The Advisory Board supports the Committee in running the Carceral Geography Working Group, and expanding our network and activities.

Our Advisory Board members are:

Ella Bytheway-Jackson

Ella Bytheway-Jackson is a PhD student at the University of Liverpool. She researches the carceral traits and dynamics of care and control in Poor Law children’s homes and workhouses in Birkenhead at the turn of the twentieth century. Ella co-organises our Early Career Perspectives seminar series.

James Gacek

James Gacek is an Assistant Professor in the Department of Justice Studies at the University of Regina. He holds his PhD in Criminology from Edinburgh Law School at the University of Edinburgh. Drawing upon criminology and carceral geography, his PhD project focused upon the regulation of inmates through law, state surveillance and community corrections in the UK. Under the supervision of Professor Rose Ricciardelli, he completed a Postdoctoral Fellowship in the Department of Sociology at Memorial University of Newfoundland.

He continues to extensively publish in reviews, journals and international fora, particularly in areas of (1) corrections and community justice; (2) green criminology; and (3) the broader socio-politics of judicial reasoning. With Professor Richard Jochelson, he has recently co-authored Criminal Law and Precrime: Legal Studies in Canadian Punishment and Surveillance in Anticipation of Criminal Guilt (2018, Routledge) and co-edited Sexual Regulation and the Law: A Canadian Perspective (2019, Demeter Press). He is currently the co-editor of the Manitoba Law Journal (RobsonCrim Edition) and continues to peer review submissions for Critical Criminology, Punishment & Society, and The European Journal of Criminology, among others.

As an Advisory Board Member, James co-organises events for early career researchers.

Christophe Mincke

Christophe Mincke is Director of the criminology department at the (Belgian) National Institute for Forensic Sciences and Criminology (NICC), Professor at Facultés Universitaires Saint-Louis, Bruxelles, Belgium. He has developed the concept of “mobilitarian ideal” to analyse the contemporary relation to mobility of Western societies. Through four imperatives (activity, activation, participation, adaptation), social actors are demanded to constantly move in a decompartmentalised space. He tracks traces of this ideology in the field of imprisonment justification, using empirical material from parliamentary documents pertaining to the new Belgian penitentiary law to show how imprisonment is conceived, nowadays, as a mobility challenge.

In his Advisory Board role, Christophe contributes to conference organising and co-organises the Explorations in Carceral Geography seminar series.

Franck Ollivon

Franck Ollivon is an assistant professor in geography at the Ecole Normale Superieure (Paris). His research interests revolve around probation, parole and community sentences. His past and present work seek to question the link between custodial and non-custodial forms of punishment.

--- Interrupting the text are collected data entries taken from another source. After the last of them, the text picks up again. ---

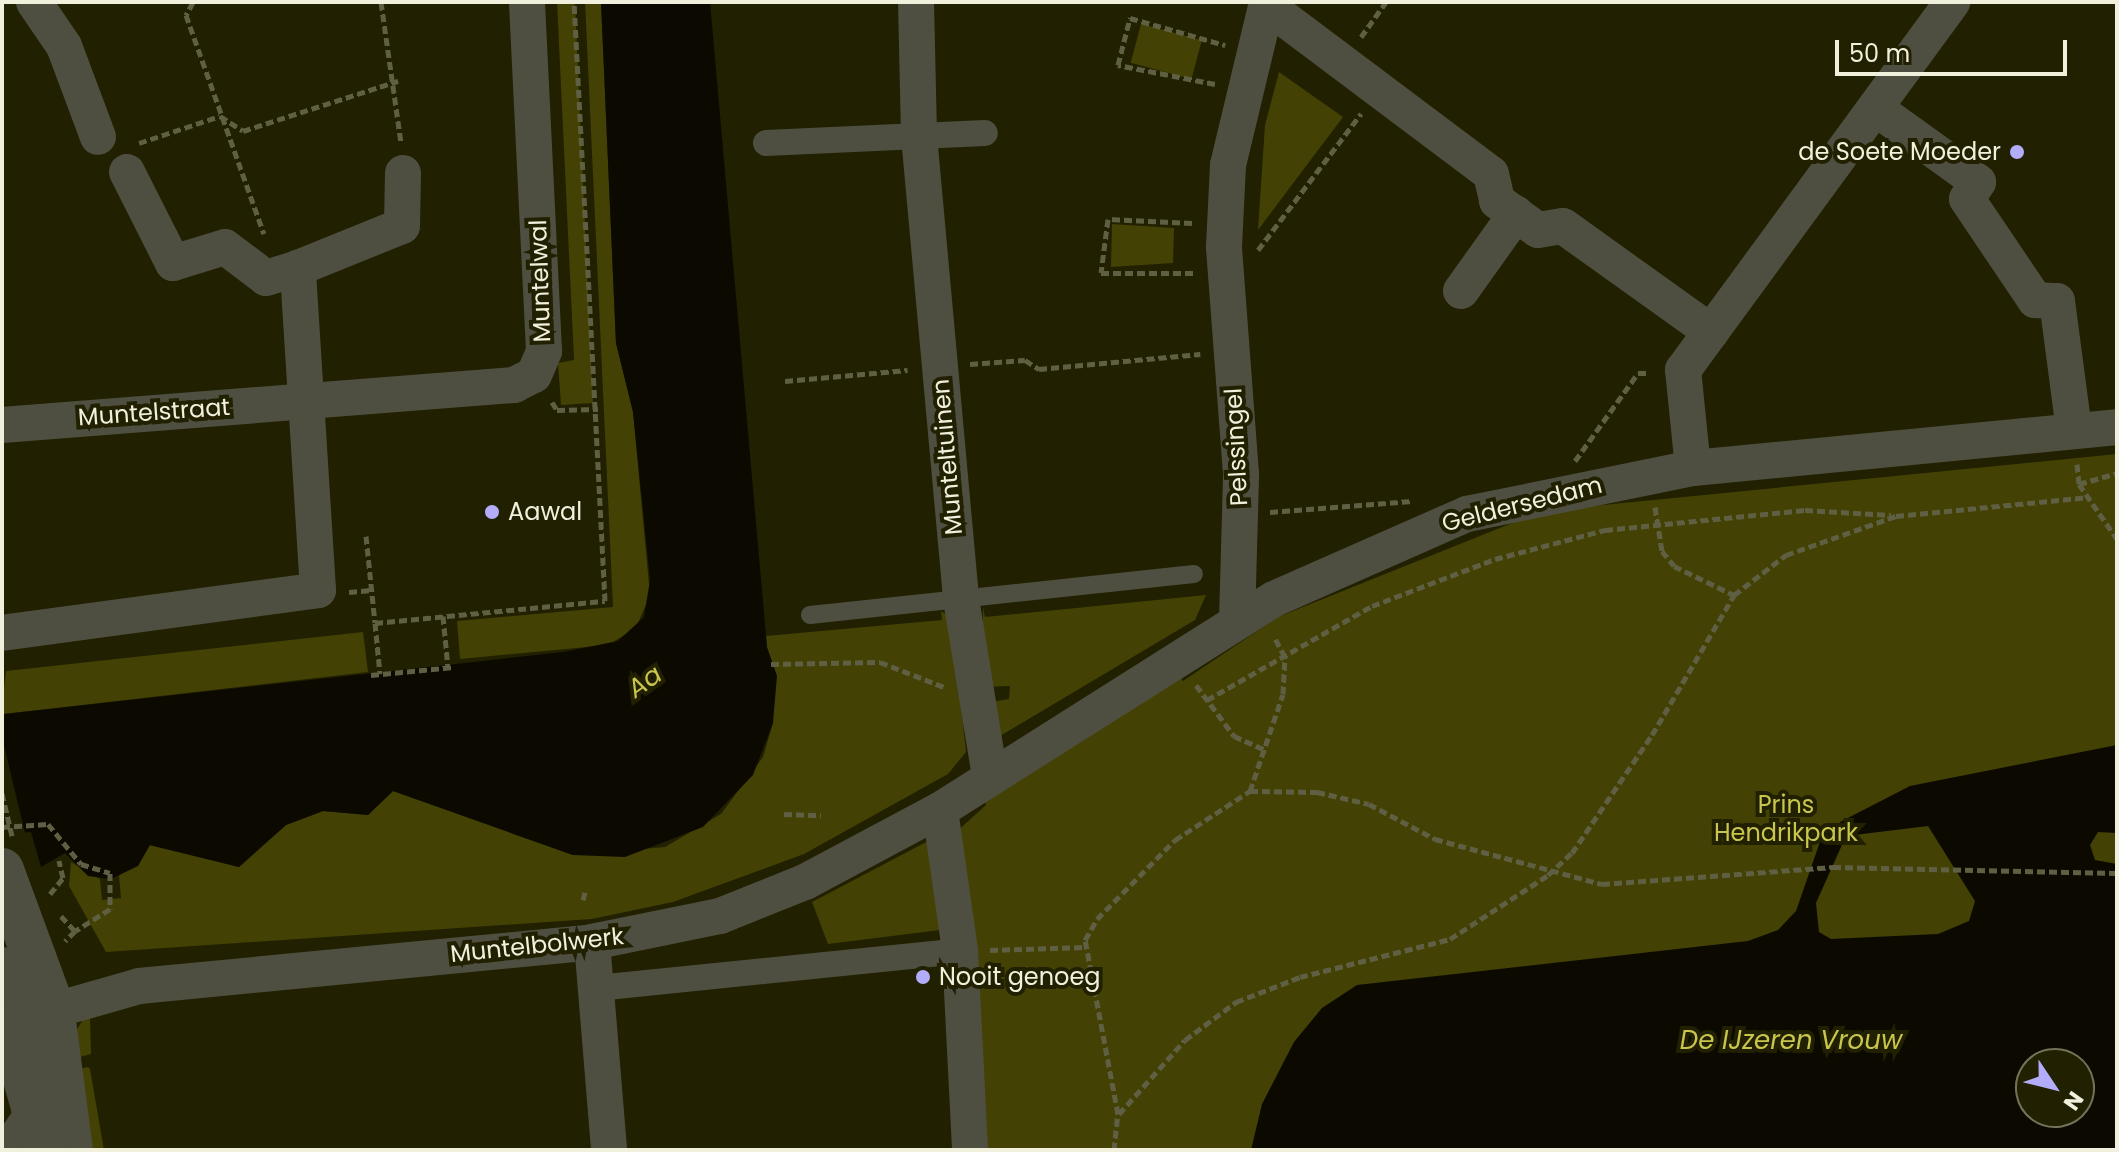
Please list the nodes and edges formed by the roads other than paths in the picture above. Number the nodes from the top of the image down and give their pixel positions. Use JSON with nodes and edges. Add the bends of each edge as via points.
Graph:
{"nodes":[{"id":1,"x":34,"y":2,"type":"edge"},
{"id":2,"x":527,"y":2,"type":"edge"},
{"id":3,"x":916,"y":2,"type":"edge"},
{"id":4,"x":1952,"y":2,"type":"edge"},
{"id":5,"x":1266,"y":4,"type":"edge"},
{"id":6,"x":1875,"y":108,"type":"junction"},
{"id":7,"x":985,"y":133,"type":"dead end"},
{"id":8,"x":919,"y":136,"type":"junction"},
{"id":9,"x":766,"y":143,"type":"dead end"},
{"id":10,"x":403,"y":173,"type":"road end"},
{"id":11,"x":1516,"y":214,"type":"junction"},
{"id":12,"x":298,"y":268,"type":"junction"},
{"id":13,"x":1461,"y":291,"type":"dead end"},
{"id":14,"x":1711,"y":332,"type":"junction"},
{"id":15,"x":307,"y":401,"type":"junction"},
{"id":16,"x":2,"y":425,"type":"edge"},
{"id":17,"x":2117,"y":427,"type":"edge"},
{"id":18,"x":2074,"y":430,"type":"junction"},
{"id":19,"x":1693,"y":468,"type":"junction"},
{"id":20,"x":1194,"y":574,"type":"dead end"},
{"id":21,"x":961,"y":599,"type":"junction"},
{"id":22,"x":810,"y":615,"type":"dead end"},
{"id":23,"x":1237,"y":621,"type":"junction"},
{"id":24,"x":2,"y":633,"type":"edge"},
{"id":25,"x":990,"y":777,"type":"junction"},
{"id":26,"x":940,"y":810,"type":"junction"},
{"id":27,"x":8,"y":858,"type":"edge"},
{"id":28,"x":592,"y":942,"type":"junction"},
{"id":29,"x":960,"y":951,"type":"junction"},
{"id":30,"x":2,"y":969,"type":"edge"},
{"id":31,"x":597,"y":988,"type":"junction"},
{"id":32,"x":52,"y":1006,"type":"junction"},
{"id":33,"x":6,"y":1027,"type":"edge"},
{"id":34,"x":39,"y":1131,"type":"edge"},
{"id":35,"x":8,"y":1150,"type":"edge"},
{"id":36,"x":71,"y":1150,"type":"edge"},
{"id":37,"x":609,"y":1150,"type":"edge"},
{"id":38,"x":970,"y":1150,"type":"edge"}],
"edges":[{"from":1,"to":12,"type":"street","via":[[64,46],[173,263],[225,247],[266,278]]},
{"from":2,"to":15,"type":"street","name":"Muntelwal","via":[[544,351],[534,375],[514,385]]},
{"from":3,"to":8,"type":"street","name":"Munteltuinen"},
{"from":4,"to":6,"type":"street"},
{"from":5,"to":11,"type":"street","via":[[1491,174],[1497,201]]},
{"from":5,"to":23,"type":"street","name":"Pelssingel","via":[[1242,90],[1224,248],[1241,474]]},
{"from":6,"to":14,"type":"street"},
{"from":6,"to":18,"type":"street","via":[[1978,182],[1967,199],[2035,300],[2057,301]]},
{"from":7,"to":8,"type":"street"},
{"from":8,"to":9,"type":"street"},
{"from":8,"to":21,"type":"street","name":"Munteltuinen"},
{"from":10,"to":12,"type":"street","via":[[402,226]]},
{"from":11,"to":13,"type":"street"},
{"from":11,"to":14,"type":"street","via":[[1538,230],[1563,226]]},
{"from":12,"to":15,"type":"street"},
{"from":14,"to":19,"type":"street","via":[[1683,370]]},
{"from":15,"to":16,"type":"street","name":"Muntelstraat"},
{"from":15,"to":24,"type":"street","via":[[318,590]]},
{"from":17,"to":18,"type":"street","name":"Geldersedam"},
{"from":18,"to":19,"type":"street","name":"Geldersedam"},
{"from":19,"to":23,"type":"street","name":"Geldersedam","via":[[1575,487],[1467,514],[1274,599]]},
{"from":20,"to":21,"type":"lane"},
{"from":21,"to":22,"type":"lane"},
{"from":21,"to":25,"type":"street","name":"Munteltuinen"},
{"from":23,"to":25,"type":"street","name":"Geldersedam"},
{"from":25,"to":26,"type":"street","name":"Muntelbolwerk"},
{"from":26,"to":28,"type":"street","name":"Muntelbolwerk","via":[[748,906]]},
{"from":26,"to":29,"type":"street"},
{"from":27,"to":32,"type":"street"},
{"from":28,"to":31,"type":"street"},
{"from":28,"to":32,"type":"street","name":"Muntelbolwerk","via":[[175,981]]},
{"from":29,"to":31,"type":"street","name":"Muntelbolwerk"},
{"from":29,"to":38,"type":"street"},
{"from":30,"to":33,"type":"street"},
{"from":31,"to":37,"type":"street"},
{"from":32,"to":33,"type":"street","name":"Muntelbolwerk"},
{"from":32,"to":36,"type":"street"},
{"from":33,"to":34,"type":"street"},
{"from":34,"to":35,"type":"street"}]}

As an Advisory Board Member, Franck co-organises the Explorations in Carceral Geography seminar series.

Anna Schliehe

Anna Schliehe is Marie Skłodowska-Curie Fellow at the University of Trier, Germany, and a research associate at the University of Bonn. Anna’s work concerns the nature and experience of closed spaces, connecting empirical to conceptually challenging research. Her research on the criminal justice system and its responses to young women in particular is informed by both carceral geography and criminological scholarship, which is the focus of her monograph Young Women’s Carceral Geographies – Abandonment, Trouble and Mobility (2021). Her current MSCA project is called WISCA – Women’s Imprisonment, Social Control and the Carceral State in which she analyses women’s imprisonment in Germany. In her Advisory Board role, Anna contributes to conference organising and co-organises the Explorations in Carceral Geography seminar series

Links: Monograph: https://books.emeraldinsight.com/page/detail/Young-Women%EF%BF%BDs-Carceral-Geographies/?k=9781839090509

WISCA: https://uol.de/wisca

Hannah Stevens

Hannah Stevens is an independent scholar. She co-organises our Early Career Perspectives seminar series and supports CGWG with social media outreach, event planning, and building relationships with non-academic audiences.

Anaïs Tschanz

Anaïs Tschanz is a PhD in criminology and a researcher at the French National Correctional Administration Academy (ENAP). Her research interests focus on probation practices, carceral spaces and prison technologies. In her role, she has the opportunity to raise awareness among future prison staff about the dynamics and effects of their work environment through teaching and research.

Deena Varner

Deena Varner is an interdisciplinary Americanist specialising in prison studies and cultural studies of the law. She holds a PhD in critical theory and cultural studies and teaches at Texas Tech University. Her research examines the cultural and spatial production of criminality and justice, and her current project focuses on the adjudication of misconduct, illegality, and criminality by disciplinary boards within public and private institutions. Her work on prisons and prisoners has appeared in journals such as Cultural PoliticsFrontiers: A Journal of Women Studies, and the Journal of Historical Geography

As an Advisory Board Member, Deena serves as a book review editor.